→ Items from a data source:
★ ★ ★
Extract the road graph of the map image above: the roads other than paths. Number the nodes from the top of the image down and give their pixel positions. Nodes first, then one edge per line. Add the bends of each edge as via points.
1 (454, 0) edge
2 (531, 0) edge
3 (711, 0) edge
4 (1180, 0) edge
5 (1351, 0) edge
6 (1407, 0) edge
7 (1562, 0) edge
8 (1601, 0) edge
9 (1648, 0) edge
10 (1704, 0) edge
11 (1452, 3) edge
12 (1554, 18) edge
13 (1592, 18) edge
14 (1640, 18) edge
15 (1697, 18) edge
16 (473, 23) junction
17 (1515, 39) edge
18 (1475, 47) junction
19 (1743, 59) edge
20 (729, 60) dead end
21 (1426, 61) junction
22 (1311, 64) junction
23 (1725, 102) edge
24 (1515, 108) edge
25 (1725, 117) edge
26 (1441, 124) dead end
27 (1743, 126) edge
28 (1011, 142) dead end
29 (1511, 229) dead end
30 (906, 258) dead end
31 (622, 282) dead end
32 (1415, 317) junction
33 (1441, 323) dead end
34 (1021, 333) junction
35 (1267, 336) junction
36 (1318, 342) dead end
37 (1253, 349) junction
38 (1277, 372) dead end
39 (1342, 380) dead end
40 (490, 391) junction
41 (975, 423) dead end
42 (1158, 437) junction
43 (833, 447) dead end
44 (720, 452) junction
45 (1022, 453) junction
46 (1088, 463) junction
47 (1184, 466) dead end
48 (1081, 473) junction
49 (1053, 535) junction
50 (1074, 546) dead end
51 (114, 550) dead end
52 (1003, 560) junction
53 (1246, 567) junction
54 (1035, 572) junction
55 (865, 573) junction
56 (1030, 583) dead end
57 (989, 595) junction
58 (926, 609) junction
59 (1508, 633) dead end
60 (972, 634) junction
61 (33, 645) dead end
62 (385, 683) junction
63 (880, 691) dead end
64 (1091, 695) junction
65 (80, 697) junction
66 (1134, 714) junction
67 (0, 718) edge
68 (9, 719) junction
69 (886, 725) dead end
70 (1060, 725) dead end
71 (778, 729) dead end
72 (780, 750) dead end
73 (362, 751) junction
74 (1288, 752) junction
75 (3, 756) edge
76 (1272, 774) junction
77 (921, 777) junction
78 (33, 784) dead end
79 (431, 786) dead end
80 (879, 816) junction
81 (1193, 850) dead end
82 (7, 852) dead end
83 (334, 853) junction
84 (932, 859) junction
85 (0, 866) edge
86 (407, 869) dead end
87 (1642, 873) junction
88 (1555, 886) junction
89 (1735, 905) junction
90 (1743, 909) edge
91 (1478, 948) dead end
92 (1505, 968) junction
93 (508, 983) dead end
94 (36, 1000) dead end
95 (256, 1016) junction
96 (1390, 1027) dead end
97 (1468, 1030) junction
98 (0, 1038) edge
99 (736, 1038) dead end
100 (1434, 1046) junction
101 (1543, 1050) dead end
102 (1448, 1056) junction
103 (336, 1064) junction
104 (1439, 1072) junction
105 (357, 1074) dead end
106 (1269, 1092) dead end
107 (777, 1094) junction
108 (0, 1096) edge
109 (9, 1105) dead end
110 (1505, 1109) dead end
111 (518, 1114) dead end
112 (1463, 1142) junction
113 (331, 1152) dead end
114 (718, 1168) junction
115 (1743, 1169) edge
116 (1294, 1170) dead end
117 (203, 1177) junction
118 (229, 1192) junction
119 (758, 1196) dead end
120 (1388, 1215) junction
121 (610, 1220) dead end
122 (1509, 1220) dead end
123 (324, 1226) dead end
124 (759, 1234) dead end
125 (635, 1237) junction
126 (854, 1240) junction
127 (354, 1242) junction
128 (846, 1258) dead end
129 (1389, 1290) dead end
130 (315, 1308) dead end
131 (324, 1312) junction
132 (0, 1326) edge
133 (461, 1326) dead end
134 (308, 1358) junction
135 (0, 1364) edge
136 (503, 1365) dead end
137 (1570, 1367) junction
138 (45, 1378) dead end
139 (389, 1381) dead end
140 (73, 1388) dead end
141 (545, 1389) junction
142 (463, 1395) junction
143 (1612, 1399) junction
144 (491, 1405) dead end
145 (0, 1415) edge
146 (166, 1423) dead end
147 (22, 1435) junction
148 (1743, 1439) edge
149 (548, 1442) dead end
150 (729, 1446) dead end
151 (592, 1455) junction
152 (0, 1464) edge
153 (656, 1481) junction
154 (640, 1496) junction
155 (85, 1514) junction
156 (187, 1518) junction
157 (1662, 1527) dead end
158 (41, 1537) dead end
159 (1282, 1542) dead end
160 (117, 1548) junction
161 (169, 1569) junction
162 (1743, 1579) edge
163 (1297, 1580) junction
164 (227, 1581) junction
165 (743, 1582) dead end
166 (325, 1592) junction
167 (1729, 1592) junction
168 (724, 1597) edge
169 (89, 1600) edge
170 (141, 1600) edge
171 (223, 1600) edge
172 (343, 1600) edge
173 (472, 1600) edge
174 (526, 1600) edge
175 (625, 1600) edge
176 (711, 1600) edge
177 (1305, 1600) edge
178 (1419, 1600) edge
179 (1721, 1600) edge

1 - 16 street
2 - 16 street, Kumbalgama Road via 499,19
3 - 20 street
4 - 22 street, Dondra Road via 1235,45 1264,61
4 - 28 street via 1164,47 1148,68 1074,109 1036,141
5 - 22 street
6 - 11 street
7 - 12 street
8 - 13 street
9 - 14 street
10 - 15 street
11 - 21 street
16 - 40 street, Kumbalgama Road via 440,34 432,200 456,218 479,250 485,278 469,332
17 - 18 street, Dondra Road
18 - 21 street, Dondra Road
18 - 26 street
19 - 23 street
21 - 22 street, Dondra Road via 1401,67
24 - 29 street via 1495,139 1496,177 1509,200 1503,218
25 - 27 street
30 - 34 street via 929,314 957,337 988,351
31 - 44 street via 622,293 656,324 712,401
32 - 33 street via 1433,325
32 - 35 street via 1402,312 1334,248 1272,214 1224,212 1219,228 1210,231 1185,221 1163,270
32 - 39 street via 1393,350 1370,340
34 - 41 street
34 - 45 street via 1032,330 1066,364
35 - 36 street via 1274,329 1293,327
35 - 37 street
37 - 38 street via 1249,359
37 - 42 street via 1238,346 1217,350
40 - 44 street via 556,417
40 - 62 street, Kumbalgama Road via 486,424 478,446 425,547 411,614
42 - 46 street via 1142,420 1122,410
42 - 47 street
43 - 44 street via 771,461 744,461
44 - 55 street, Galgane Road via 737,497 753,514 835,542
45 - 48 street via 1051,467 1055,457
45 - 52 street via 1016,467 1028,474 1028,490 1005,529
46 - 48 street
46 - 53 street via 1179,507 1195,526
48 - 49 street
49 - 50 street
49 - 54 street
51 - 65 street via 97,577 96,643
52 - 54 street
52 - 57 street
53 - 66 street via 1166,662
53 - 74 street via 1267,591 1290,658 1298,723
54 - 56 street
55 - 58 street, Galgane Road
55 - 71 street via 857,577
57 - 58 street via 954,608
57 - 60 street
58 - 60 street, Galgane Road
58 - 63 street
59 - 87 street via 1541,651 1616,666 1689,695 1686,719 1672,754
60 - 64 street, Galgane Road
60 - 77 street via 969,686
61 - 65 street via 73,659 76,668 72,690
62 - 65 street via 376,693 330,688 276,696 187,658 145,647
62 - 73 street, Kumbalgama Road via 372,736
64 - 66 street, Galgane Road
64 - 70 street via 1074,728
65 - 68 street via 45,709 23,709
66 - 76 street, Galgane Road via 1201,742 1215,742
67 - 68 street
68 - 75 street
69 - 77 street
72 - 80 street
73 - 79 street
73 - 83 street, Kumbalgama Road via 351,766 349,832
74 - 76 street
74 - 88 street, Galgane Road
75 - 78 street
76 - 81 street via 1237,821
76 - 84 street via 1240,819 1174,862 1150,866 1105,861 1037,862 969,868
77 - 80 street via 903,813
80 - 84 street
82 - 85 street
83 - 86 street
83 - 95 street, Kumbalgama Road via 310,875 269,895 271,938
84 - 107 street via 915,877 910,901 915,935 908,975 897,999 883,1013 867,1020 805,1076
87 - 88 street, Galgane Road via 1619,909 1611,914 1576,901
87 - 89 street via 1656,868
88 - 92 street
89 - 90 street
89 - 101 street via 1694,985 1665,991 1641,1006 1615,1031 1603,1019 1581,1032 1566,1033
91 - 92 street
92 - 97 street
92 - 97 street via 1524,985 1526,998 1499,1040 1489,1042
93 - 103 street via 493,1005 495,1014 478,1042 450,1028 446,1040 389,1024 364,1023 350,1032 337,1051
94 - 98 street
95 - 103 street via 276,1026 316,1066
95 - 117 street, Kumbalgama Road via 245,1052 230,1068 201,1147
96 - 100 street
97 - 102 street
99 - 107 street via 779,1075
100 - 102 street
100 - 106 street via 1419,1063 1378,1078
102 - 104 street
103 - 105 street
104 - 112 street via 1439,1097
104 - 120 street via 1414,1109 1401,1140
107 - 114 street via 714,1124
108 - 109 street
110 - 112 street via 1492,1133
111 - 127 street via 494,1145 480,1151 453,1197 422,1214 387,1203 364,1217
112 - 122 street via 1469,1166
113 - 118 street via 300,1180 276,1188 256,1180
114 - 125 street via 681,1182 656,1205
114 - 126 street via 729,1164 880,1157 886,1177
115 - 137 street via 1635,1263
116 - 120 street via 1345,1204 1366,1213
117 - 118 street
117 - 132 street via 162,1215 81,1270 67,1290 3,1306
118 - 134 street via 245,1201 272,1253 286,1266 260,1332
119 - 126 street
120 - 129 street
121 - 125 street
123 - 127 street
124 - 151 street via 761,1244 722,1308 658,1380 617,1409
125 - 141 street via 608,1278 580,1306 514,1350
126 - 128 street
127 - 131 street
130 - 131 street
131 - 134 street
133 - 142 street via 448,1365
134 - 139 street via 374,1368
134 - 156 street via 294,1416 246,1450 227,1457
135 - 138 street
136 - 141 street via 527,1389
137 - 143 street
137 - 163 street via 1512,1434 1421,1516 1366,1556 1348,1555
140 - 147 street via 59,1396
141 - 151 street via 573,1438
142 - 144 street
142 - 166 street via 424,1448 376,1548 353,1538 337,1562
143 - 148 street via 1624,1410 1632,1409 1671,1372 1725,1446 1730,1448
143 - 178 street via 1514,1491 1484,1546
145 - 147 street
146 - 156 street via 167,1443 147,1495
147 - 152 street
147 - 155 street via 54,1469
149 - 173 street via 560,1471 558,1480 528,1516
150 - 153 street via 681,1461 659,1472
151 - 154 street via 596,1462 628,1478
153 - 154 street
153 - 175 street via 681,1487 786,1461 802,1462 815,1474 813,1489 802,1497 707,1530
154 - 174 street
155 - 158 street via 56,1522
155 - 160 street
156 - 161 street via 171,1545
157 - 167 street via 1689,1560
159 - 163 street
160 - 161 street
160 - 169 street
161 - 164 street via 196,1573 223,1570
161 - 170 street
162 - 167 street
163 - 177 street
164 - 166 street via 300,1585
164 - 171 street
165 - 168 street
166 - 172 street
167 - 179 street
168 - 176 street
★ ★ ★
→ Exercise details: Each line in the data that holds the string "Dondra" should be found and copied.

→ Exercise result:
4 - 22 street, Dondra Road via 1235,45 1264,61
17 - 18 street, Dondra Road
18 - 21 street, Dondra Road
21 - 22 street, Dondra Road via 1401,67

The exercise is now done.